Peter-Jan Wagemans is a representative of the so called “Rotterdam School”, a style of composing assumed to be typical of Rotterdam, where he’s head of the composition department at the conservatory. Ironically enough, he studied at the Royal Conservatory in The Hague, where Louis Andriessen founded the famous “Hague School”.
Where Andriessen and co create a radical type of music, coupling repetitive rhythms and jazzy chords to monumental, loud walls of sound, the Rotterdam school around Klaas de Vries seeks to develop new ways within the classical music tradition. The Doelen concert - repeated tonight in Arnhem – also featured De Vries’ Second Piano Concerto.

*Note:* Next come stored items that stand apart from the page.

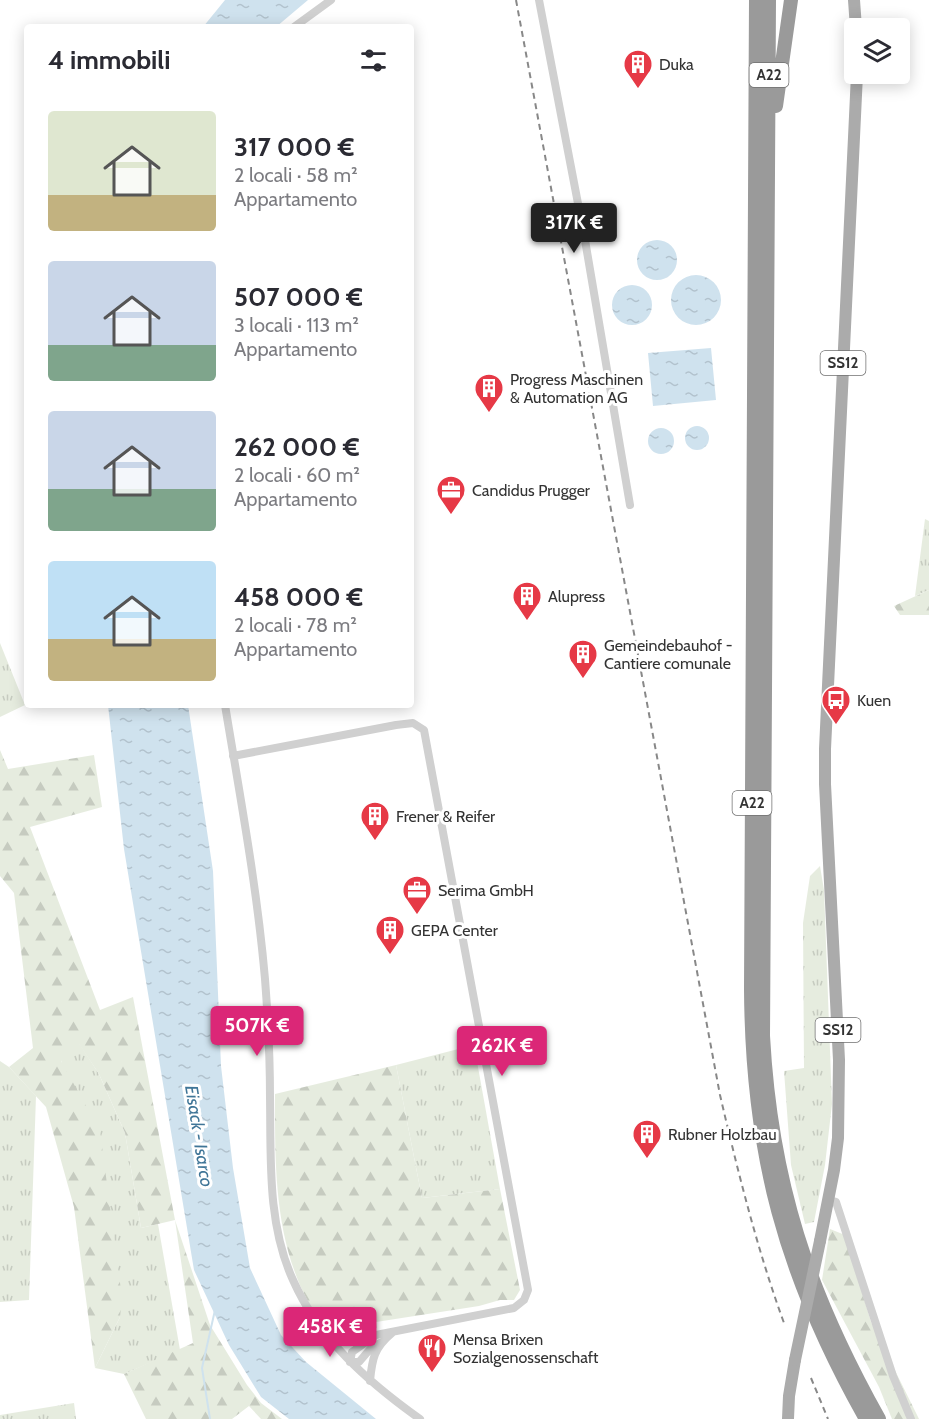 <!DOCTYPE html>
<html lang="it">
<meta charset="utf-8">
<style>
:root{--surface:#fff;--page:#f7f7f7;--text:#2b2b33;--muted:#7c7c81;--accent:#db2777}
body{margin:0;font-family:Cabin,sans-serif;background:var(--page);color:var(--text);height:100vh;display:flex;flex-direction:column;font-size:22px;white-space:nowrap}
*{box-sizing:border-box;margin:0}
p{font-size:20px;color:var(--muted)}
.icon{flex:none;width:33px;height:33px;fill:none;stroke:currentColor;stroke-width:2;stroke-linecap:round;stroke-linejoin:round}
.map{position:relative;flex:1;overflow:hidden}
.side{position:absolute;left:24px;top:24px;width:390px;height:684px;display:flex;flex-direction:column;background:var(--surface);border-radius:6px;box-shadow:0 3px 15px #0003}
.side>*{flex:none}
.fabs{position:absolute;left:844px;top:18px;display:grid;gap:12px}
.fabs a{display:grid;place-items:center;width:66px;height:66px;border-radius:6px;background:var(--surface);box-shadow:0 3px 15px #0003;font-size:30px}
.price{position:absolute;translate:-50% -51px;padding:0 14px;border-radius:6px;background:var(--accent);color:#fff;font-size:20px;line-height:39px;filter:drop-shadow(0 2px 3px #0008)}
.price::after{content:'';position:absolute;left:50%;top:36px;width:18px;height:14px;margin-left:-9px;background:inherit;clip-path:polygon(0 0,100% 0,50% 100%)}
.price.selected{background:#222;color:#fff}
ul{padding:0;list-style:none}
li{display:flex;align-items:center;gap:18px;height:150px;padding:0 24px}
li span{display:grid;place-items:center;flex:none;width:168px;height:120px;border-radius:6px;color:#555}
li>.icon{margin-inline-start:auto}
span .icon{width:72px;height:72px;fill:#fffc;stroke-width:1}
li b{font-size:26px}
h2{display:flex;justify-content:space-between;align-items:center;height:72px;padding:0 24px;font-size:26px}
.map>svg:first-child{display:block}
.grass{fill:url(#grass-tufts)}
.forest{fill:url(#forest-firs)}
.water{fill:url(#water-ripples)}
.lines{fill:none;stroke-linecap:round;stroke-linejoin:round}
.stream{stroke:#cfe2ee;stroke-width:2}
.street{stroke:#d0d0d0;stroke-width:8}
.primary{stroke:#ababab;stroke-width:12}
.highway{stroke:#9a9a9a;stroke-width:14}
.rail{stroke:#888;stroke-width:2;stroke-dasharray:6 4.5;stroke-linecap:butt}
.primary-bridge{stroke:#ababab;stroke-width:12}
.labels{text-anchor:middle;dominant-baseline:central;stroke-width:6;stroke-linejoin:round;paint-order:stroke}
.shield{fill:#fff;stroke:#707070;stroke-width:1.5}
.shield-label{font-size:15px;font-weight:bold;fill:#333}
.poi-label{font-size:16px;fill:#333;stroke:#fff;text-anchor:start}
.water-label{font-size:18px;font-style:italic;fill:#3f7597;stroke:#fff}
</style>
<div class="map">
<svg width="929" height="1419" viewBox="0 0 929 1419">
<defs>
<pattern id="grass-tufts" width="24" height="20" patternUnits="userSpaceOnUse" patternTransform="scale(1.5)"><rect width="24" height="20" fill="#e6ecdf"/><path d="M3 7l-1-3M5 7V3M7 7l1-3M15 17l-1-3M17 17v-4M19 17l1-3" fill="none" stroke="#c6cbc0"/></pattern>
<pattern id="forest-firs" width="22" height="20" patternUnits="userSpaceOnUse" patternTransform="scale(1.5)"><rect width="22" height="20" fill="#e6ecdf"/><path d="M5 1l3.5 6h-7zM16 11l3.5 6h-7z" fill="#c6cbc0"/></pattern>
<pattern id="water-ripples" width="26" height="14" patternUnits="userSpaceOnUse" patternTransform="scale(1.5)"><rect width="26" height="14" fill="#cfe2ee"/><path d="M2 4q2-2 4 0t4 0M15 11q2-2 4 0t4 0" fill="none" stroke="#b2c2cd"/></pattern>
</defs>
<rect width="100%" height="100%" fill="#fff"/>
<path class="grass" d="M925,519l4,2v69l-14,6z
M0,643l25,62 -25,12z
M820,866l4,24 8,214 -7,61 -11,57 -9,2 -14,-59 -7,-94 20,-3 -1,-145 7,-47z
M79,1043l20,31 26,59 16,95 17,-4 22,126 -56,24 -29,-6 25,-51 -59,-257z
M474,1045l26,144 -78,9 -26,-133z
M0,1061l9,6 27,29 -7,204 -29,2z
M74,1403l2,16h-76v-4z"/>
<path class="forest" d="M929,590v25h-29l-6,-9z
M0,750l8,19 86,-14 8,52 -72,20 70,183 33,-13 42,223 35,105 37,60 14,18 21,16h-21l-12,-13 -17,13h-86l-22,-45 69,-31 -18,-123 -34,8 -16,-95 -26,-59 -20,-30 -18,17 39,70 22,167 -2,19 -25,51 -21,-161 -28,-100 -37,-40 24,-19 -19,-155 -14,-17z
M396,1065l26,133 78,-9 20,101 -6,10h-14l-21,6 -103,16 1,6c-15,5 -34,11 -49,2 -9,-7 -15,-20 -21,-30 -33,-64 -32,-136 -32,-206z
M830,1229l15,6 26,87 48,97h-27l-13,-32 -57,-107z"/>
<path class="water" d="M225,0h83l-32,27h-73z
M637 260a20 20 0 1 1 40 0a20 20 0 1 1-40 0Z
M671 300a25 25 0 1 1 50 0a25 25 0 1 1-50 0Z
M612 305a20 20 0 1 1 40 0a20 20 0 1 1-40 0Z
M711,348l5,52 -63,6 -5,-53z
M685 438a12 12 0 1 1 24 0a12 12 0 1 1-24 0Z
M648 441a13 13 0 1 1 26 0a13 13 0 1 1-26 0Z
M108,705h80l25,166 8,195 12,102 17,100 31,67 25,27 70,57h-87l-28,-22 -32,-52 -35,-75 -70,-421z"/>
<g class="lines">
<path class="stream" d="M210,1419l-8,-51 13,-58"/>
<path class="street" d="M539,0l46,240 45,265
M294,27l37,-27
M225,705c15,91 32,182 40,274 3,39 5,78 5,118 1,60 -3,127 23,183 26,59 75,102 127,139
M233,756l163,-31 17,-2 11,7 104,560 -4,10 -10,8 -138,27 -24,17 -2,10
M828,1200l8,2 57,174 18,43
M329,1337l46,-2
M350,1362h9l12,-14 9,-5
M370,1381c2,-22 4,-33 22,-48"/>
<path class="primary" d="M854,0l2,28
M820,1241l14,-71 4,-32 1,-78 -14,-276v-35l32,-675
M788,1419l1,-23 6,-36"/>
<path class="highway" d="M756,0l-5,989c1,165 34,287 115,430
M769,0l-6,1036c8,147 45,256 116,383
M776,106l15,-106"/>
<path class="rail" d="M516,0l204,1095c18,77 37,154 64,228
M811,1378l17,41"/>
<path class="primary-bridge" d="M795,1360l25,-119"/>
</g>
<defs>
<g id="building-pin" transform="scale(1.5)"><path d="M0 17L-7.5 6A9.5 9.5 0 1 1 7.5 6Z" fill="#e63946" stroke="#fff"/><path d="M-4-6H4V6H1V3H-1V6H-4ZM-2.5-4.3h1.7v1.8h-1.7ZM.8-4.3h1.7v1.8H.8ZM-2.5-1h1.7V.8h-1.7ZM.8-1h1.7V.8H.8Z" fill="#fff"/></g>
<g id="office-pin" transform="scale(1.5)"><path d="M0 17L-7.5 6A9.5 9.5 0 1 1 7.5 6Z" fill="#e63946" stroke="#fff"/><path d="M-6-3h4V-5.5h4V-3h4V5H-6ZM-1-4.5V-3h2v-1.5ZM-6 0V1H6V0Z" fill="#fff"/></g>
<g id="bus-pin" transform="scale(1.5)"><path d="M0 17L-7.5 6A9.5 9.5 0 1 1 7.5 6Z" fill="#e63946" stroke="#fff"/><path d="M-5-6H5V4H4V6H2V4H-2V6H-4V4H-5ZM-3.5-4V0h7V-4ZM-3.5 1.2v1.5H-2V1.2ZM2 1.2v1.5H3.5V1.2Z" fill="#fff"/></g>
<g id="restaurant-pin" transform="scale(1.5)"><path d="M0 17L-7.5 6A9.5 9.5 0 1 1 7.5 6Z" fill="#e63946" stroke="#fff"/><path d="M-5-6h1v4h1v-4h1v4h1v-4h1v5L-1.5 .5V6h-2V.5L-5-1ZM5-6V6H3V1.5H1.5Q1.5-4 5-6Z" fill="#fff"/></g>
</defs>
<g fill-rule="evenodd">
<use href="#building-pin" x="638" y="64"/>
<use href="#building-pin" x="489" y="388"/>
<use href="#office-pin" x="451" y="490"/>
<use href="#building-pin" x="527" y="596"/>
<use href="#building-pin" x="583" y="654"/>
<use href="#bus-pin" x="836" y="700"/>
<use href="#building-pin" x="375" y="816"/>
<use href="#office-pin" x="417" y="890"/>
<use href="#building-pin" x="390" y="930"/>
<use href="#building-pin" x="647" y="1134"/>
<use href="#restaurant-pin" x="432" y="1348"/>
</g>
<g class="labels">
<g class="shield">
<rect x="749.5" y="63" width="39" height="24" rx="4.5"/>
<rect x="820.5" y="351" width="45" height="24" rx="4.5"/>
<rect x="732.5" y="791" width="39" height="24" rx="4.5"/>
<rect x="815.5" y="1018" width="45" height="24" rx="4.5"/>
</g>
<g class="shield-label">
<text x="769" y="75">A22</text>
<text x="843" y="363">SS12</text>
<text x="752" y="803">A22</text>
<text x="838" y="1030">SS12</text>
</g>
<g class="poi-label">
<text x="659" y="64">Duka</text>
<text x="510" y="379">Progress Maschinen<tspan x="510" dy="18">&amp; Automation AG</tspan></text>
<text x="472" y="490">Candidus Prugger</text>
<text x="548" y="596">Alupress</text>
<text x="604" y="645">Gemeindebauhof -<tspan x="604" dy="18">Cantiere comunale</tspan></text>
<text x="857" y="700">Kuen</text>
<text x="396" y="816">Frener &amp; Reifer</text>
<text x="438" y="890">Serima GmbH</text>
<text x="411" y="930">GEPA Center</text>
<text x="668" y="1134">Rubner Holzbau</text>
<text x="453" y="1339">Mensa Brixen<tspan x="453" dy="18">Sozialgenossenschaft</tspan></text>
</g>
<g class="water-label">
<text transform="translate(199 1136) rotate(81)">Eisack - Isarco</text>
</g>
</g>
</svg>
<div class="fabs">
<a><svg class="icon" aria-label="layers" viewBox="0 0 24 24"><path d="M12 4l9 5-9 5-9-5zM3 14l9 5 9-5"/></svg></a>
</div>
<b class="price selected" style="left:574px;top:254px">317K €</b>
<b class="price" style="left:257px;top:1057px">507K €</b>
<b class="price" style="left:502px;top:1077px">262K €</b>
<b class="price" style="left:330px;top:1358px">458K €</b>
<section class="side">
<h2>4 immobili<svg class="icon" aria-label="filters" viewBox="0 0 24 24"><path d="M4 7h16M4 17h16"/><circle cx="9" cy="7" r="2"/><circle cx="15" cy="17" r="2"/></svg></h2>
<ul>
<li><span style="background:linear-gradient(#dfe7d0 70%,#c2b280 0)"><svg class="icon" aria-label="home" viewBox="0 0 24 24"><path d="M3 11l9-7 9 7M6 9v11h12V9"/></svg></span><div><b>317 000 €</b><p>2 locali · 58 m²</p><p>Appartamento</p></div></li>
<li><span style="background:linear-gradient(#c9d6e8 70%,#7fa58c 0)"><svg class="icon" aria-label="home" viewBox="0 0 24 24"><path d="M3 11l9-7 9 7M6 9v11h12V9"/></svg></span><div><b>507 000 €</b><p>3 locali · 113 m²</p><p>Appartamento</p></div></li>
<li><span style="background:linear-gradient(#c9d6e8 65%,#7fa58c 0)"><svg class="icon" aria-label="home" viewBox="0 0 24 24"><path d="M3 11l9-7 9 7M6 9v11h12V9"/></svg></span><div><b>262 000 €</b><p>2 locali · 60 m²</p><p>Appartamento</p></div></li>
<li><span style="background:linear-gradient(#bfe0f5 65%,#c2b280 0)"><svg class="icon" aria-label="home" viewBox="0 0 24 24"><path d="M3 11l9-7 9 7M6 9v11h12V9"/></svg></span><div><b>458 000 €</b><p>2 locali · 78 m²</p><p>Appartamento</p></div></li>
</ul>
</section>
</div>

In his new work, Wagemans creates a magical soundscape, employing not only the physical instruments, but also electronics. Two groups of musicians are juxtaposed, one consisting of percussion, harp and electric guitar – both detuned by a quarter tone - the other made up of trumpet, clarinet and soprano saxophone.
Figures in a Landscape opens with quiet rumblings of a marimba, the solo clarinet playing vibrant, seemingly improvised lines that evoke bird song, somewhat in the tradition of Messiaen. Gradually, harp and electric guitar throw in false flourishes, while the trumpet plays languishing tunes that are echoed by a horn from the tape. A beautiful semitone-duet between soprano saxophone and clarinet is supported by a drone from the double bass. The piece builds up to a gigantic climax abruptly ending in silence, after which two percussionists lash their whips and place a full stop after the composition.